Regulatory arbitrage is working in reverse in markets such as the Channel Islands, Gibraltar and Malta, as authorities seek to create a more competitive environment away from traditional centres of secrecy such as Switzerland.

“Tax authorities around the world have cottoned on to the fact that it is very difficult for banks to stave off demands for information about taxpayers’ accounts,” says James Lasry, a partner and head of the funds team at Gibraltar law firm ­Hassans.

He has advised the country’s ­government and is instrumental in setting up the majority of Gibraltar’s funds, including the first experienced investor fund and the first protected cell company fund.

As a result of what is in Gibraltar called the “troubles in Switzerland”, more and more Swiss asset managers have been setting up parallel structures elsewhere in the eurozone.

“They are considering restructuring their business around Gibraltar and other EU centres that allow for passporting,” Lasry confirms, describing discussions he has had with Swiss fund manager representatives in Gibraltar.


The attraction of the smaller ­countries such as Gibraltar and Malta is that they offer EU funds ­passporting with potentially less onerous regulations than those ­operating in Switzerland.

Gibraltar, which last year made significant changes to its experienced investor funds (EIF) legislation to attract hedge fund managers and their management companies, is home to about 200 funds, with $4.5bn in assets.

Banks present in the jurisdiction serving this sector include Credit Suisse, Lombard Odier, Société Générale, Barclays, Royal Bank of Scotland and Lloyds.
Gibraltar’s reforms could not have been more timely. Gilbert Licudi, the new Gibraltar Financial Services Minister, said: “We want to make Gibraltar one of Europe’s premier jurisdictions for the establishment of hedge funds.”

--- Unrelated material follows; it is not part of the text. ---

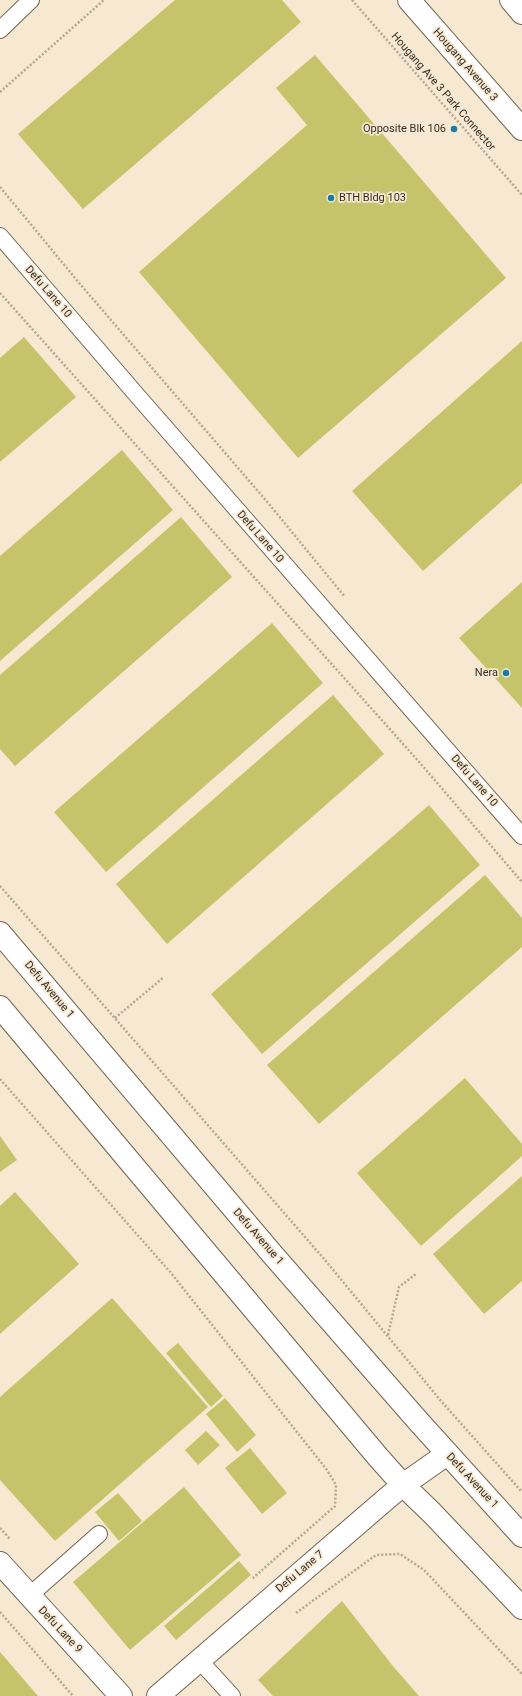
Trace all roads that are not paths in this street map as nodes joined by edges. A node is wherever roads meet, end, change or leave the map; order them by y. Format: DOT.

The government scrapped a rule requiring a fund and its administrator to be based in the same place, replacing it with an authorisation system. The regulations also allow funds to redomicile to Gibraltar.

All the major European jurisdictions have signed up to the international norms on tax information exchange. They therefore commit to share information under certain terms agreed with other regulatory bodies.

In fact, according to Peter Niven, chief executive of Guernsey Finance, the promotional agency for the island’s finance industry: “Guernsey has never had banking secrecy enshrined in its law, unlike several European centres, where they have had secrecy for many decades, if not longer.

“What Guernsey does ensure, as do all major banking centres, is the principle of confidentiality of client records.” Malta abandoned its offshore status in the early 1990s, when most legislation was aligned with EU legislation.